### Task prompt
Without any of the pictures, print every record below exactly.
**** Exercise data ****
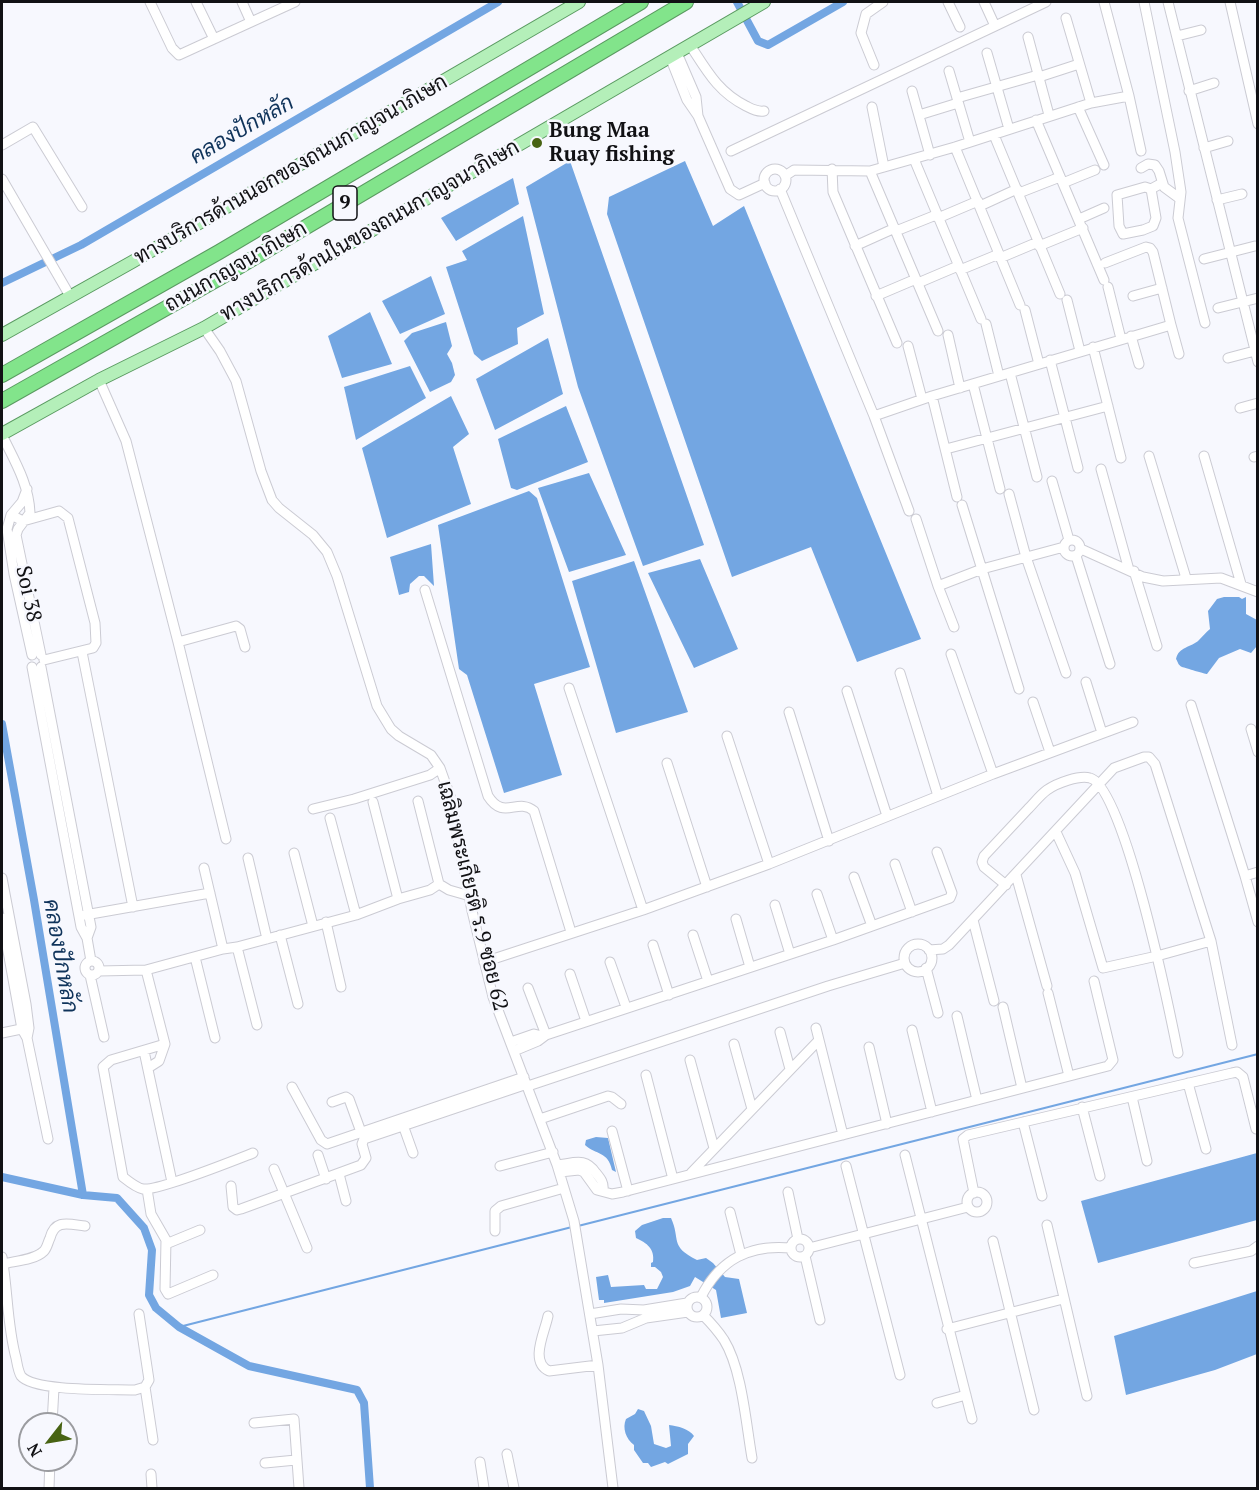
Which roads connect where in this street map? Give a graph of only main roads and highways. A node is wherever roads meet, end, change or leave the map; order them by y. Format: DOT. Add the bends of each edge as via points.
graph roads {
  1 [pos="641,2"];
  2 [pos="686,2"];
  3 [pos="762,3"];
  4 [pos="571,4"];
  5 [pos="2,335"];
  6 [pos="2,375"];
  7 [pos="2,401"];
  8 [pos="2,434"];
  1 -- 6 [label="highway, ถนนกาญจนาภิเษก / 9" via="219,252"];
  2 -- 7 [label="highway, ถนนกาญจนาภิเษก / 9" via="230,272"];
  3 -- 8 [label="main road, ทางบริการด้านในของถนนกาญจนาภิเษก" via="204,328"];
  4 -- 5 [label="main road, ทางบริการด้านนอกของถนนกาญจนาภิเษก"];
}
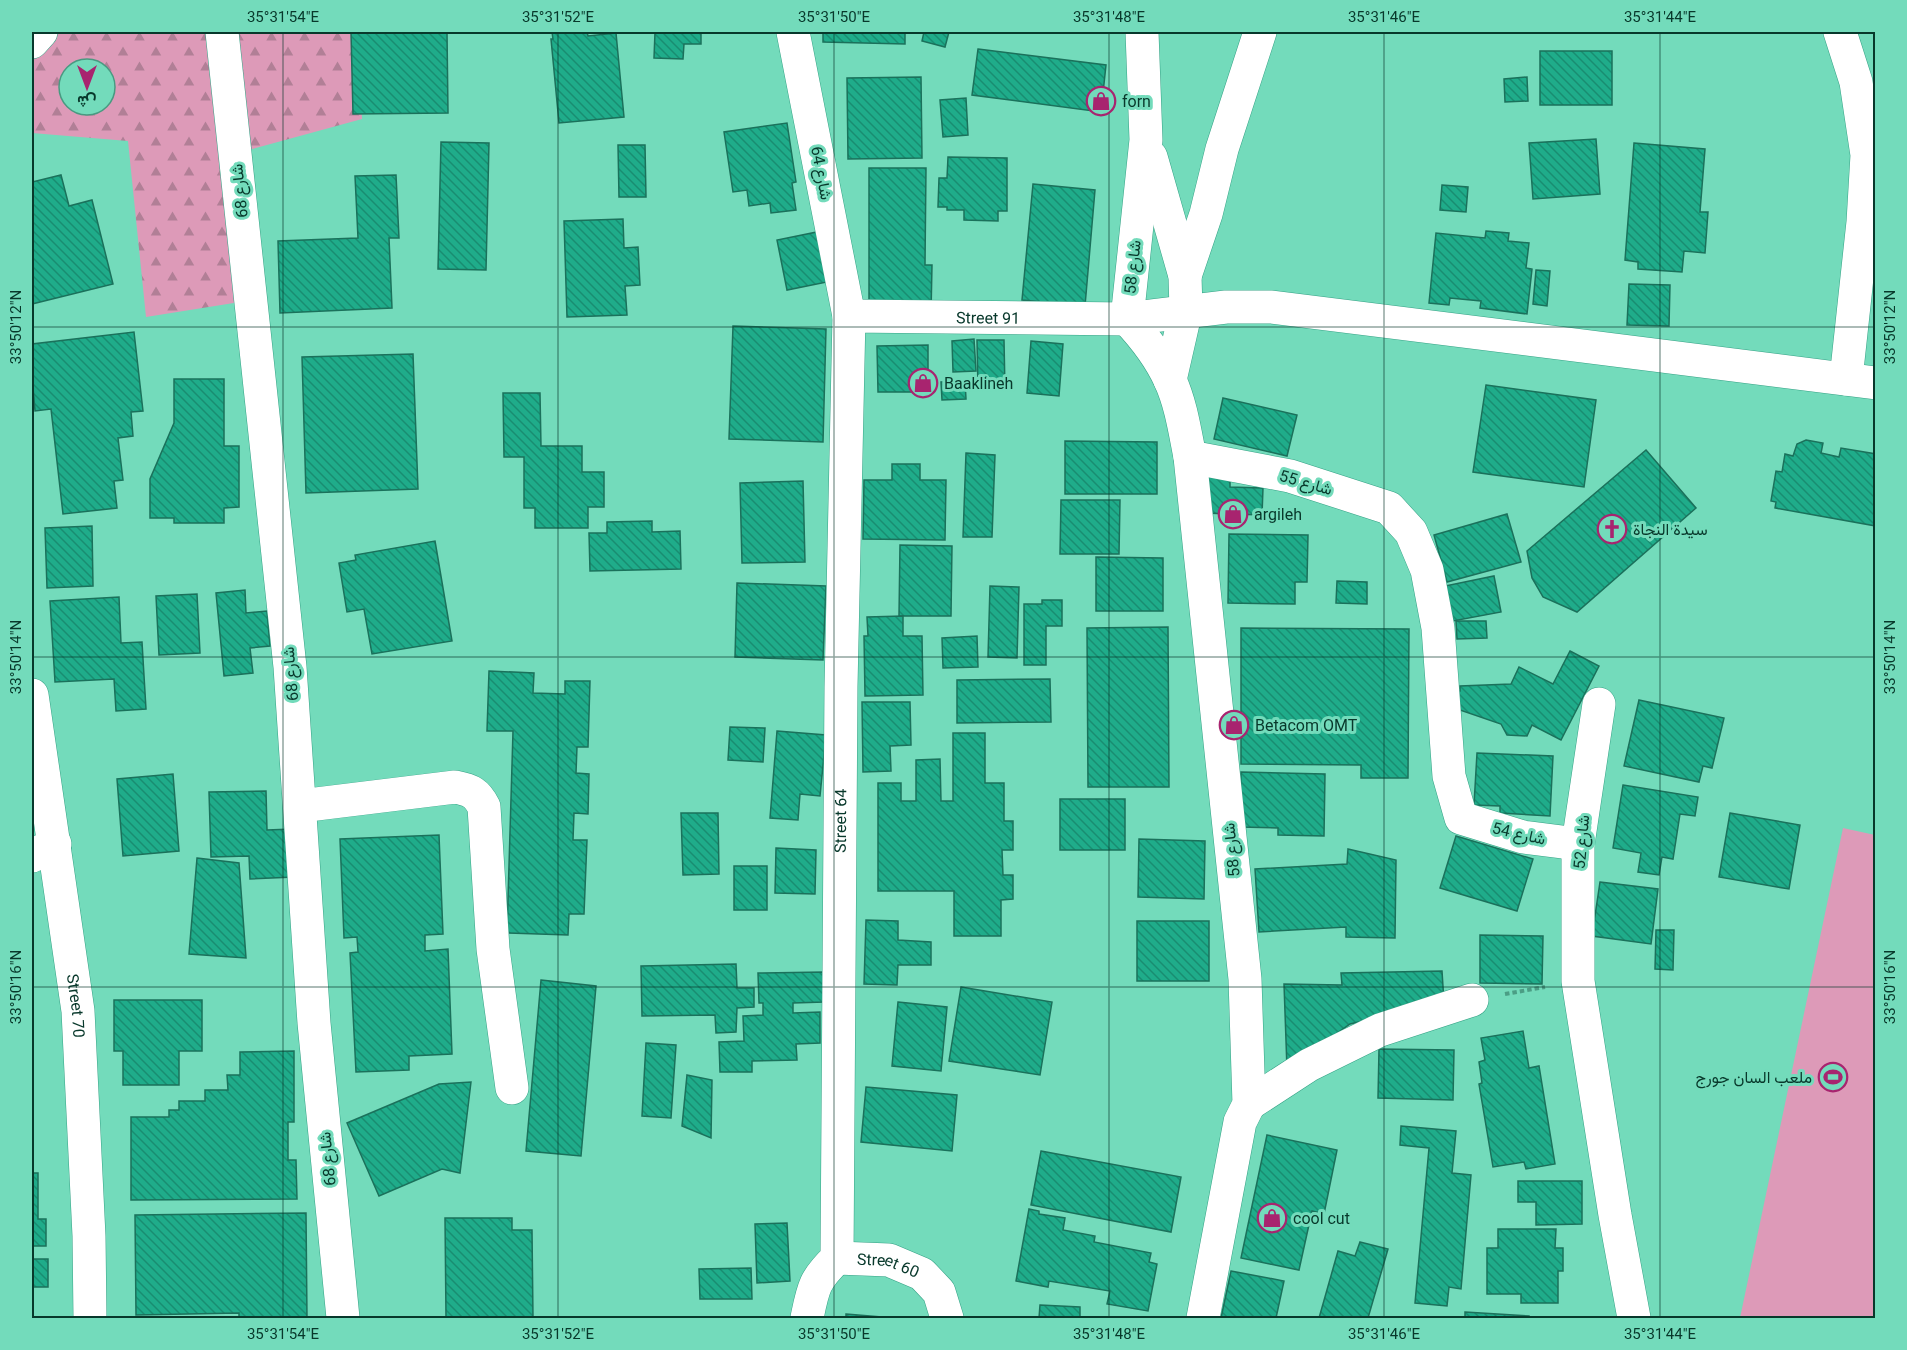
****
### Reply
Which roads connect where in this street map? Give a graph of only main roads and highways. A node is wherever roads meet, end, change or leave the map; order them by y. Format: DOT. Add the bends of each edge as via points.
graph roads {
  1 [pos="641,2"];
  2 [pos="686,2"];
  3 [pos="762,3"];
  4 [pos="571,4"];
  5 [pos="2,335"];
  6 [pos="2,375"];
  7 [pos="2,401"];
  8 [pos="2,434"];
  1 -- 6 [label="highway, ถนนกาญจนาภิเษก / 9" via="219,252"];
  2 -- 7 [label="highway, ถนนกาญจนาภิเษก / 9" via="230,272"];
  3 -- 8 [label="main road, ทางบริการด้านในของถนนกาญจนาภิเษก" via="204,328"];
  4 -- 5 [label="main road, ทางบริการด้านนอกของถนนกาญจนาภิเษก"];
}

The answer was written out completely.